Michał Dereziński
Michał Dereziński is a postdoctoral researcher at UC Berkeley’s Foundations of Data Analysis Institute. Previously, he was a research fellow at the Simons Institute for the Theory of Computing. He obtained his PhD in Computer Science at UC Santa Cruz, advised by professor Manfred Warmuth. Michał’s recent work includes proposing efficient algorithms for determinantal point processes, and applying them to new settings in stochastic optimization and experimental design. More broadly, he is interested in using randomized algorithms to improve the performance and provide better theoretical understanding of methods in statistics, machine learning and optimization.
Mike Gartrell
Mike Gartrell is a senior researcher at the Criteo AI Lab in Paris, France.
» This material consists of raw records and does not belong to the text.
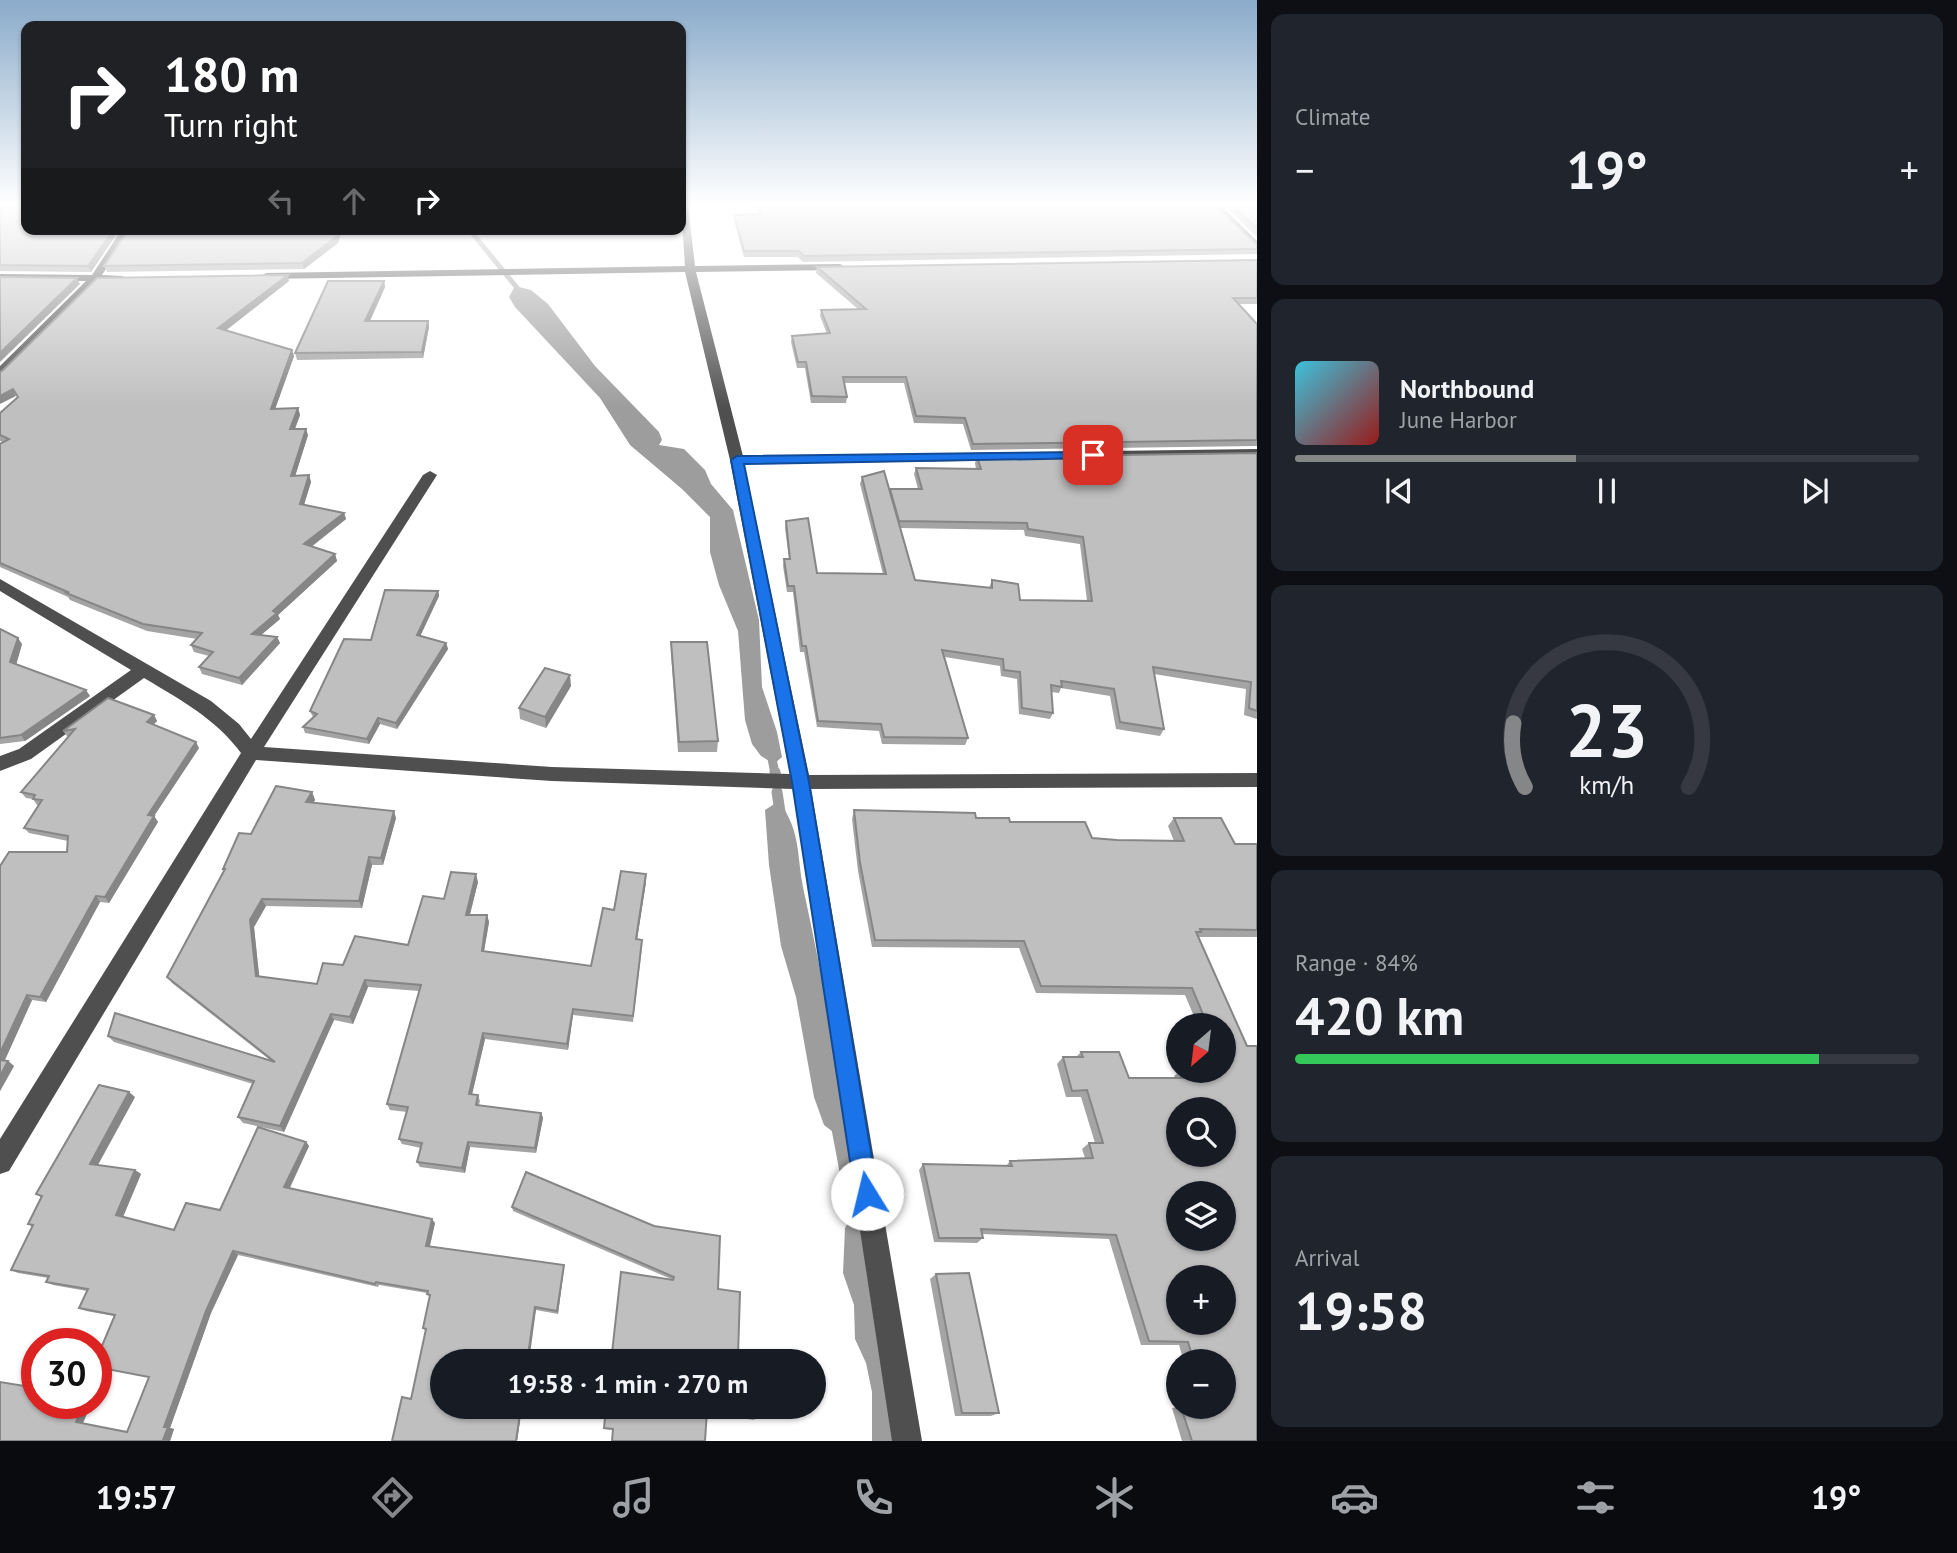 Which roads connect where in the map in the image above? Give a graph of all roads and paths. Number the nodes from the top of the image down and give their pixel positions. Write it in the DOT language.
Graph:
graph roads {
  1 [pos="98,273"];
  2 [pos="409,273"];
  3 [pos="691,273"];
  4 [pos="259,276"];
  5 [pos="0,277"];
  6 [pos="95,278"];
  7 [pos="136,278"];
  8 [pos="0,373"];
  9 [pos="1257,453"];
  10 [pos="737,460"];
  11 [pos="430,475"];
  12 [pos="0,584"];
  13 [pos="143,670"];
  14 [pos="251,753"];
  15 [pos="0,764"];
  16 [pos="1257,780"];
  17 [pos="801,782"];
  18 [pos="0,1162"];
  19 [pos="907,1441"];
  1 -- 6 [label="street"];
  2 -- 4 [label="street"];
  3 -- 10 [label="street"];
  5 -- 6 [label="street"];
  6 -- 7 [label="street"];
  6 -- 8 [label="street"];
  9 -- 10 [label="street"];
  10 -- 17 [label="street"];
  11 -- 14 [label="street"];
  12 -- 13 [label="street"];
  13 -- 14 [label="street"];
  13 -- 15 [label="street"];
  14 -- 17 [label="street"];
  14 -- 18 [label="street"];
  16 -- 17 [label="street"];
  17 -- 19 [label="street"];
} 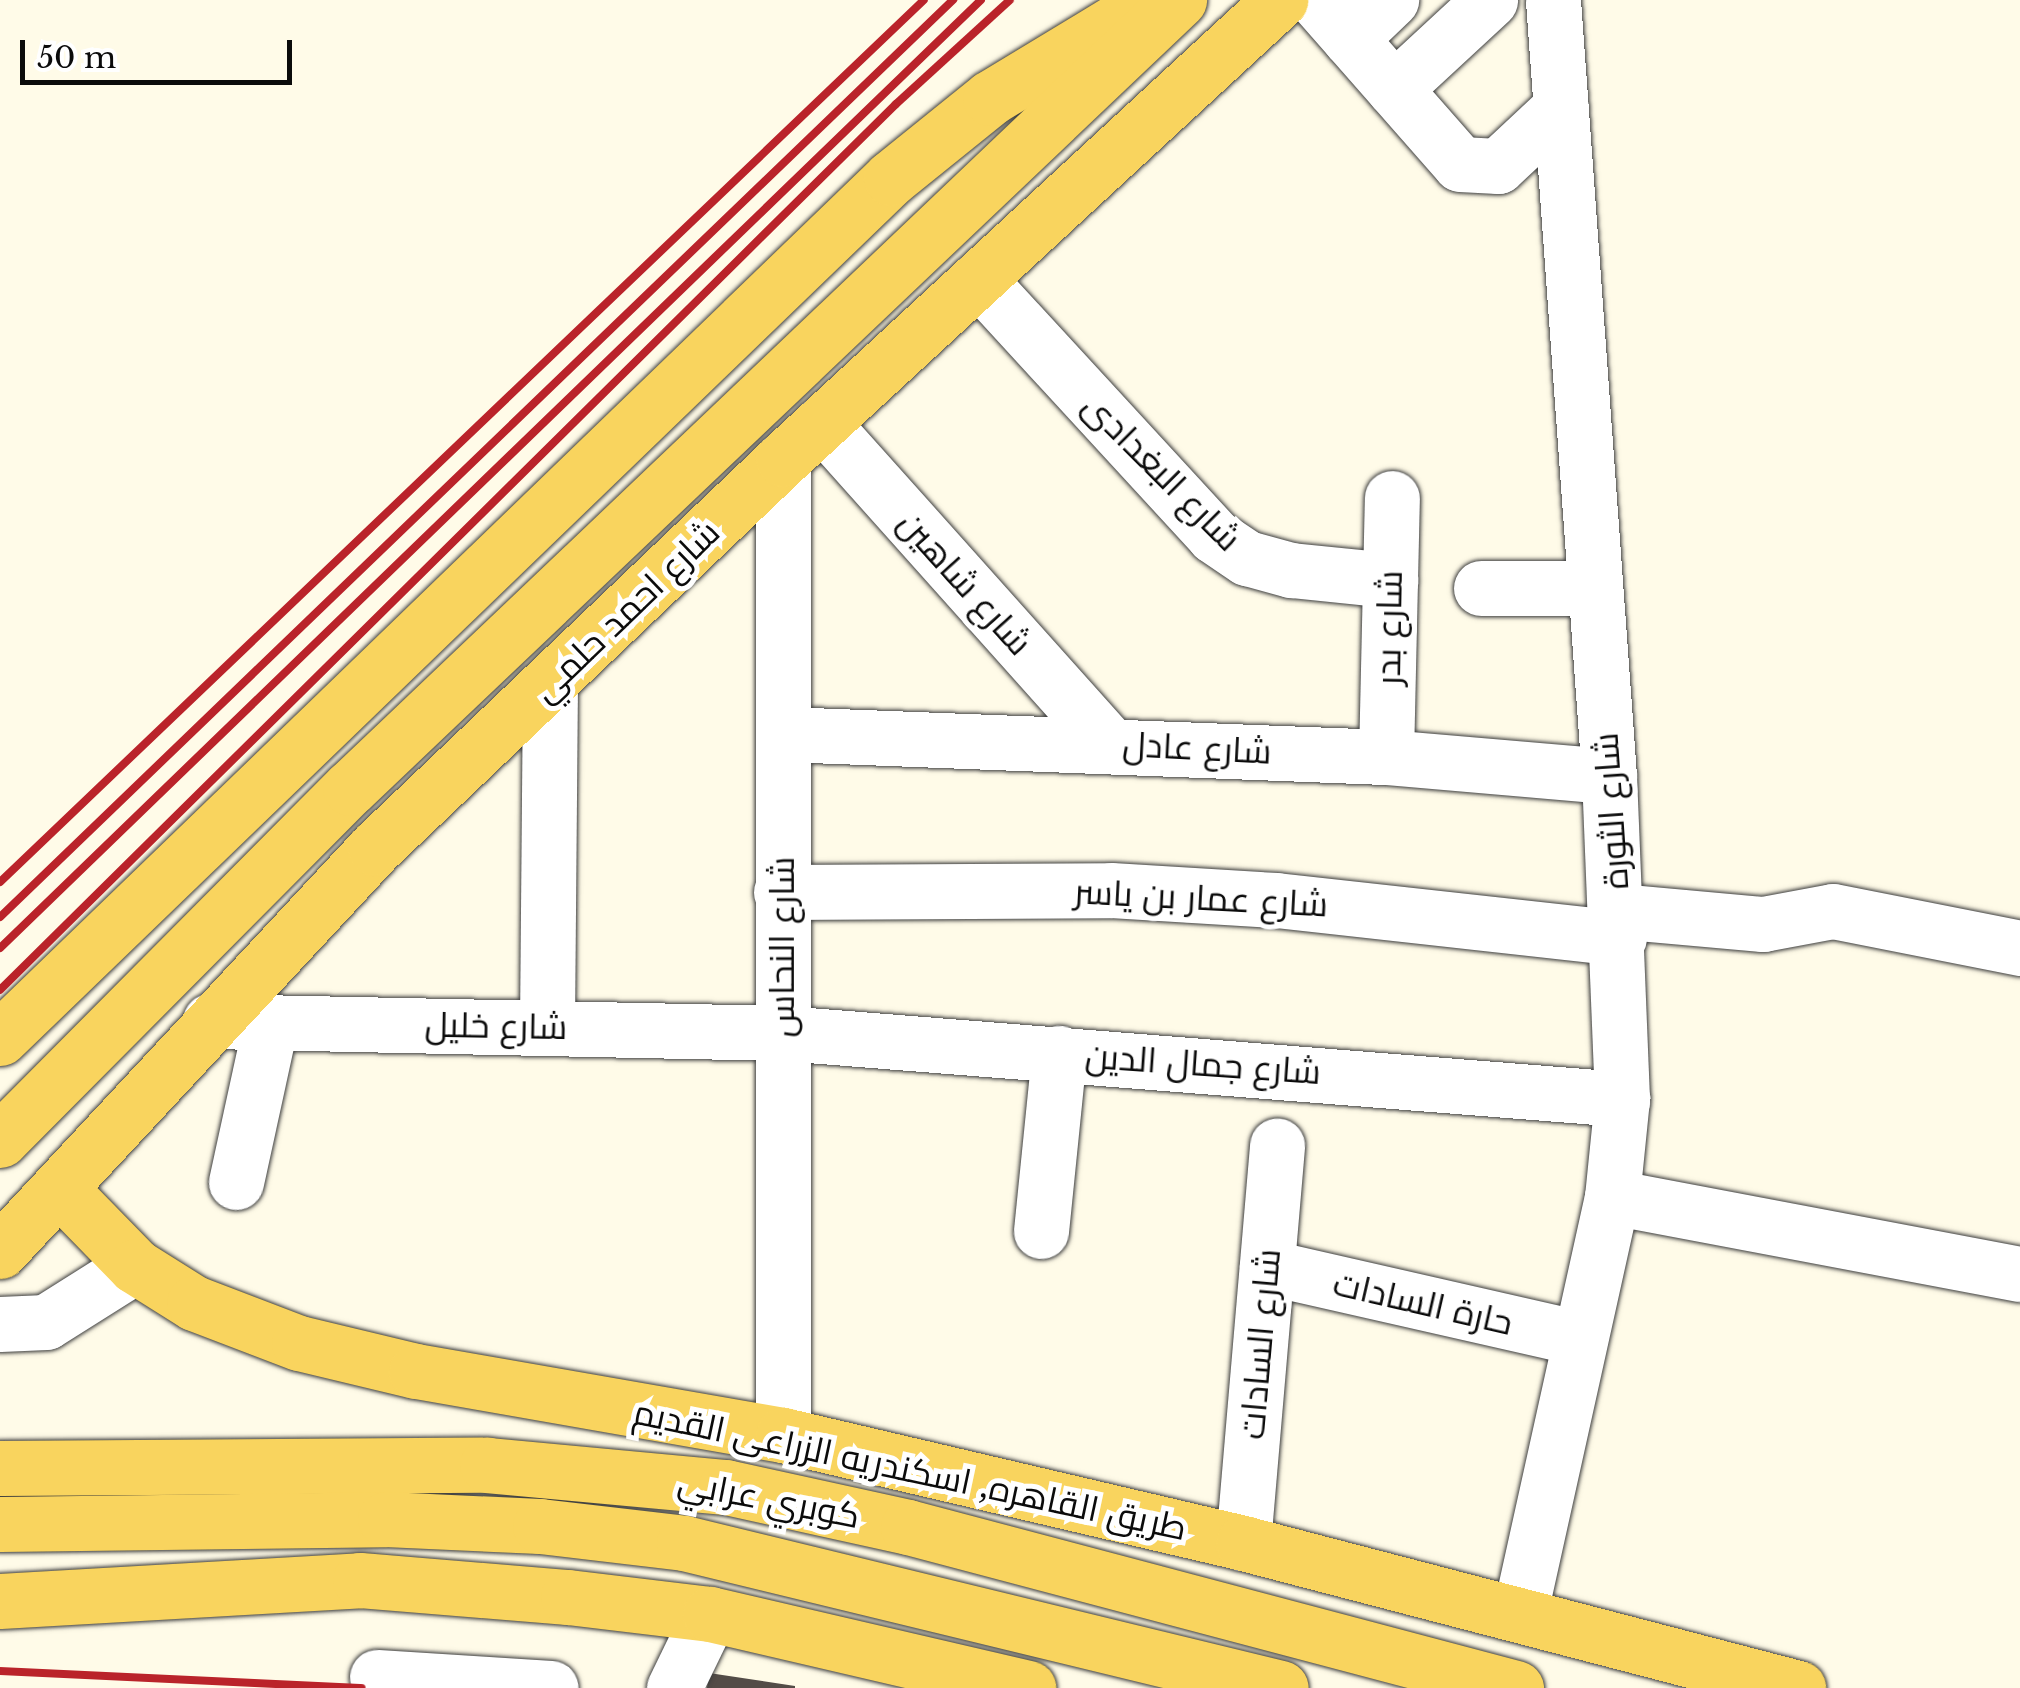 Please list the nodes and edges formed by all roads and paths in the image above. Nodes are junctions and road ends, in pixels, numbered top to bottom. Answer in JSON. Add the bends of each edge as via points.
{"nodes":[{"id":1,"x":1153,"y":0,"type":"edge"},
{"id":2,"x":1179,"y":0,"type":"edge"},
{"id":3,"x":1280,"y":0,"type":"edge"},
{"id":4,"x":1392,"y":0,"type":"edge"},
{"id":5,"x":1553,"y":0,"type":"edge"},
{"id":6,"x":1478,"y":4,"type":"edge"},
{"id":7,"x":1333,"y":20,"type":"edge"},
{"id":8,"x":1394,"y":89,"type":"junction"},
{"id":9,"x":1561,"y":108,"type":"junction"},
{"id":10,"x":978,"y":279,"type":"junction"},
{"id":11,"x":822,"y":423,"type":"junction"},
{"id":12,"x":783,"y":459,"type":"junction"},
{"id":13,"x":1392,"y":498,"type":"dead end"},
{"id":14,"x":1390,"y":580,"type":"junction"},
{"id":15,"x":1482,"y":588,"type":"dead end"},
{"id":16,"x":1595,"y":588,"type":"junction"},
{"id":17,"x":550,"y":685,"type":"junction"},
{"id":18,"x":784,"y":734,"type":"junction"},
{"id":19,"x":1108,"y":743,"type":"junction"},
{"id":20,"x":1386,"y":757,"type":"junction"},
{"id":21,"x":1609,"y":776,"type":"junction"},
{"id":22,"x":781,"y":892,"type":"junction"},
{"id":23,"x":1618,"y":924,"type":"junction"},
{"id":24,"x":2020,"y":948,"type":"edge"},
{"id":25,"x":210,"y":1022,"type":"junction"},
{"id":26,"x":271,"y":1022,"type":"junction"},
{"id":27,"x":547,"y":1026,"type":"junction"},
{"id":28,"x":783,"y":1033,"type":"junction"},
{"id":29,"x":0,"y":1038,"type":"edge"},
{"id":30,"x":1059,"y":1053,"type":"junction"},
{"id":31,"x":1622,"y":1099,"type":"junction"},
{"id":32,"x":0,"y":1140,"type":"edge"},
{"id":33,"x":1277,"y":1145,"type":"dead end"},
{"id":34,"x":236,"y":1182,"type":"dead end"},
{"id":35,"x":59,"y":1188,"type":"junction"},
{"id":36,"x":1612,"y":1197,"type":"junction"},
{"id":37,"x":1041,"y":1231,"type":"dead end"},
{"id":38,"x":0,"y":1251,"type":"edge"},
{"id":39,"x":136,"y":1266,"type":"junction"},
{"id":40,"x":1267,"y":1267,"type":"junction"},
{"id":41,"x":2020,"y":1274,"type":"edge"},
{"id":42,"x":0,"y":1324,"type":"edge"},
{"id":43,"x":1580,"y":1338,"type":"junction"},
{"id":44,"x":783,"y":1435,"type":"junction"},
{"id":45,"x":0,"y":1468,"type":"edge"},
{"id":46,"x":0,"y":1524,"type":"edge"},
{"id":47,"x":1243,"y":1543,"type":"junction"},
{"id":48,"x":0,"y":1601,"type":"edge"},
{"id":49,"x":1520,"y":1612,"type":"junction"},
{"id":50,"x":710,"y":1614,"type":"junction"},
{"id":51,"x":377,"y":1678,"type":"dead end"},
{"id":52,"x":551,"y":1688,"type":"edge"},
{"id":53,"x":674,"y":1688,"type":"edge"},
{"id":54,"x":1029,"y":1688,"type":"edge"},
{"id":55,"x":1281,"y":1688,"type":"edge"},
{"id":56,"x":1516,"y":1688,"type":"edge"},
{"id":57,"x":1798,"y":1688,"type":"edge"}],
"edges":[{"from":1,"to":29,"type":"main road","via":[[990,98],[891,178]]},
{"from":2,"to":32,"type":"main road","name":"شارع احمد حلمي","via":[[350,788]]},
{"from":3,"to":10,"type":"main road","name":"شارع احمد حلمي"},
{"from":4,"to":7,"type":"street"},
{"from":5,"to":9,"type":"street","name":"شارع الثورة"},
{"from":6,"to":8,"type":"street"},
{"from":7,"to":8,"type":"street"},
{"from":8,"to":9,"type":"street","via":[[1460,164],[1473,169],[1498,166]]},
{"from":9,"to":16,"type":"street","name":"شارع الثورة"},
{"from":10,"to":11,"type":"main road","name":"شارع احمد حلمي"},
{"from":10,"to":14,"type":"street","name":"شارع البغدادى","via":[[1214,536],[1246,558],[1291,570]]},
{"from":11,"to":12,"type":"main road","name":"شارع احمد حلمي"},
{"from":11,"to":19,"type":"street","name":"شارع شاهين"},
{"from":12,"to":17,"type":"main road","name":"شارع احمد حلمي"},
{"from":12,"to":18,"type":"street","name":"شارع النحاس"},
{"from":13,"to":14,"type":"street","name":"شارع بدر"},
{"from":14,"to":20,"type":"street","name":"شارع بدر"},
{"from":15,"to":16,"type":"street"},
{"from":16,"to":21,"type":"street","name":"شارع الثورة"},
{"from":17,"to":25,"type":"main road","name":"شارع احمد حلمي","via":[[376,848]]},
{"from":17,"to":27,"type":"street"},
{"from":18,"to":19,"type":"street","name":"شارع عادل"},
{"from":18,"to":22,"type":"street","name":"شارع النحاس"},
{"from":19,"to":20,"type":"street","name":"شارع عادل"},
{"from":20,"to":21,"type":"street","name":"شارع عادل"},
{"from":21,"to":23,"type":"street","name":"شارع الثورة"},
{"from":22,"to":23,"type":"street","name":"شارع عمار بن ياسر","via":[[1185,894]]},
{"from":22,"to":28,"type":"street","name":"شارع النحاس"},
{"from":23,"to":24,"type":"street","name":"شارع عمار بن ياسر","via":[[1763,924],[1834,911]]},
{"from":23,"to":31,"type":"street","name":"شارع الثورة"},
{"from":25,"to":26,"type":"street","name":"شارع خليل"},
{"from":25,"to":35,"type":"main road","name":"شارع احمد حلمي"},
{"from":26,"to":27,"type":"street","name":"شارع خليل"},
{"from":26,"to":34,"type":"street"},
{"from":27,"to":28,"type":"street","name":"شارع خليل"},
{"from":28,"to":30,"type":"street","name":"شارع جمال الدين"},
{"from":28,"to":44,"type":"street","name":"شارع النحاس"},
{"from":30,"to":31,"type":"street","name":"شارع جمال الدين"},
{"from":30,"to":37,"type":"street"},
{"from":31,"to":36,"type":"street","name":"شارع الثورة"},
{"from":33,"to":40,"type":"street","name":"شارع السادات"},
{"from":35,"to":38,"type":"main road","name":"شارع احمد حلمي"},
{"from":35,"to":39,"type":"main road","name":"طريق القاهره, اسكندريه الزراعى القديم"},
{"from":36,"to":41,"type":"street"},
{"from":36,"to":43,"type":"street","name":"شارع الثورة"},
{"from":39,"to":42,"type":"street","via":[[46,1322]]},
{"from":39,"to":44,"type":"main road","name":"طريق القاهره, اسكندريه الزراعى القديم","via":[[194,1303],[313,1346]]},
{"from":40,"to":43,"type":"street","name":"حارة السادات"},
{"from":40,"to":47,"type":"street","name":"شارع السادات"},
{"from":43,"to":49,"type":"street","name":"شارع الثورة"},
{"from":44,"to":47,"type":"main road","name":"طريق القاهره, اسكندريه الزراعى القديم"},
{"from":45,"to":56,"type":"main road","name":"كوبري عرابي","via":[[486,1464],[726,1487],[908,1527]]},
{"from":46,"to":55,"type":"main road","name":"كوبري عرابي","via":[[384,1519],[540,1526],[684,1543]]},
{"from":47,"to":49,"type":"main road","name":"طريق القاهره, اسكندريه الزراعى القديم"},
{"from":48,"to":50,"type":"main road","via":[[360,1580]]},
{"from":49,"to":57,"type":"main road","name":"طريق القاهره, اسكندريه الزراعى القديم"},
{"from":50,"to":53,"type":"street"},
{"from":50,"to":54,"type":"main road"},
{"from":51,"to":52,"type":"street"}]}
His recent research interests include modeling approaches for structured prediction and recommendation, including determinantal point processes, and he has published a number of papers on these topics. He is broadly interested in both theoretical and applied aspects of machine learning, including Bayesian probabilistic modeling and recommendation systems. Previously, he worked as a postdoctoral researcher at Microsoft in Herzliya, Israel. He received his PhD in 2014 in Computer Science from the University of Colorado Boulder.
Zelda Mariet
Zelda Mariet is a Research Scientist at Google Research, in Cambridge, MA. Her research interests focus on the theoretical aspects of machine learning, and particularly on subset-selection problems for model design. Recently, she has also been thinking about machine learning for biological sequence design. Zelda obtained her PhD at MIT in 2019, where she
studied the theory and application of negatively-dependent measures for machine learning model design and optimization, advised by Suvrit Sra. She received the 2018 Google PhD Fellowship in machine learning, and has published extensively on determinantal point processes and subset-selection tasks for recommender systems and experimental design.